Otherwise an skb without a data area is allocated, the data pointer set
to point to the data area of the ring frame and the skb is processed.
Once the skb is freed, the destructor releases the frame back to userspace
by setting the status to NL_MMAP_STATUS_UNUSED.
Signed-off-by: Patrick McHardy <kaber@trash.net>
---
net/netlink/af_netlink.c | 129 +++++++++++++++++++++++++++++++++++++++++++--
1 files changed, 123 insertions(+), 6 deletions(-)
diff --git a/net/netlink/af_netlink.c b/net/netlink/af_netlink.c
index 229bc03..9b6400f 100644
--- a/net/netlink/af_netlink.c
+++ b/net/netlink/af_netlink.c
@@ -182,6 +182,11 @@ static bool netlink_skb_is_mmaped(const struct sk_buff *skb)

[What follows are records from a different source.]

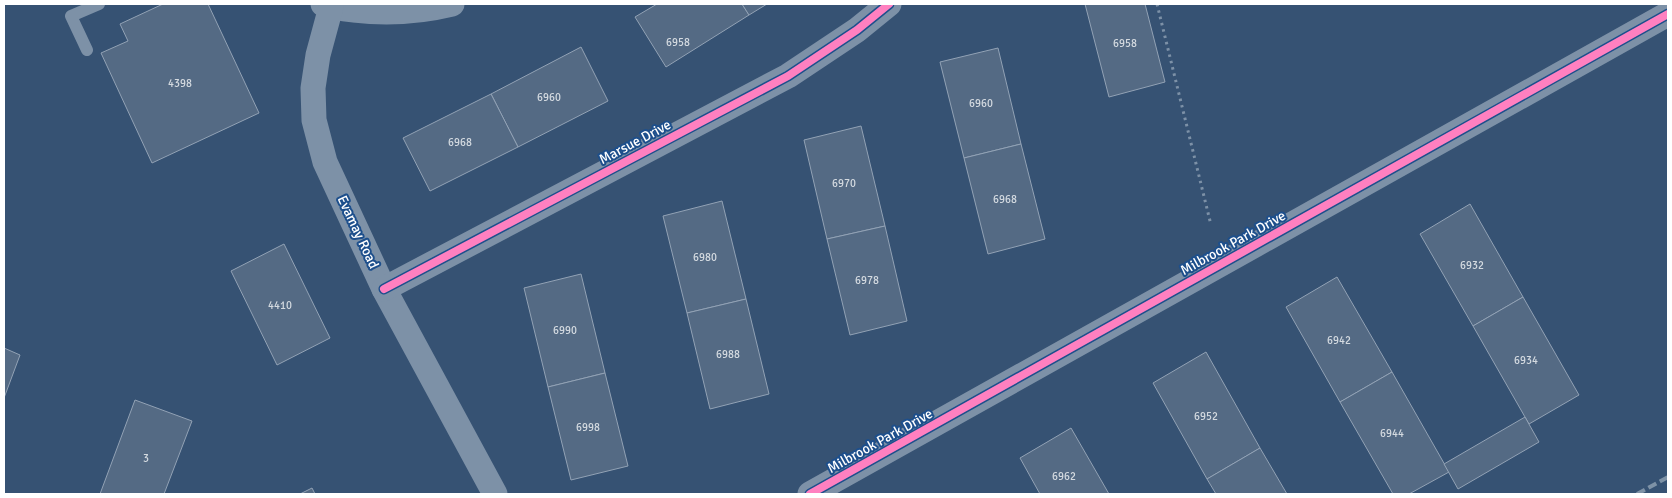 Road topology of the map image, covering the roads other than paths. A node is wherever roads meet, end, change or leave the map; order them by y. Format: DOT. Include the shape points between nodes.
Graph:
graph roads {
  1 [pos="100,4"];
  2 [pos="452,4"];
  3 [pos="889,4"];
  4 [pos="327,5"];
  5 [pos="1668,14"];
  6 [pos="87,50"];
  7 [pos="384,289"];
  8 [pos="495,494"];
  9 [pos="810,494"];
  1 -- 6 [label="lane" via="71,16"];
  2 -- 4 [label="street" via="412,12 376,13"];
  3 -- 7 [label="street, Marsue Drive" via="857,30 788,76"];
  4 -- 7 [label="street, Evamay Road" via="313,88 314,120 325,162"];
  5 -- 9 [label="street, Milbrook Park Drive"];
  7 -- 8 [label="street, Evamay Road"];
}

return NETLINK_CB(skb).flags & NETLINK_SKB_MMAPED;
}
+static bool netlink_tx_is_mmaped(struct sock *sk)
+{
+ return nlk_sk(sk)->tx_ring.pg_vec != NULL;
+}
+
static __pure struct page *pgvec_to_page(const void *addr)
{
if (is_vmalloc_addr(addr))
@@ -548,10 +553,108 @@ void netlink_ring_setup_skb(struct sk_buff *skb, struct sock *sk,
NETLINK_CB(skb).flags |= NETLINK_SKB_MMAPED;
NETLINK_CB(skb).sk = sk;
}
+
+static int netlink_mmap_sendmsg(struct sock *sk, struct msghdr *msg,
+ u32 dst_pid, u32 dst_group,
+ struct sock_iocb *siocb)
+{
+ struct netlink_sock *nlk = nlk_sk(sk);
+ struct netlink_ring *ring;
+ struct nl_mmap_hdr *hdr;
+ struct sk_buff *skb;
+ unsigned int maxlen;
+ bool excl = true;
+ int err = 0, len = 0;
+
+ /* Netlink messages are validated by the receiver before processing.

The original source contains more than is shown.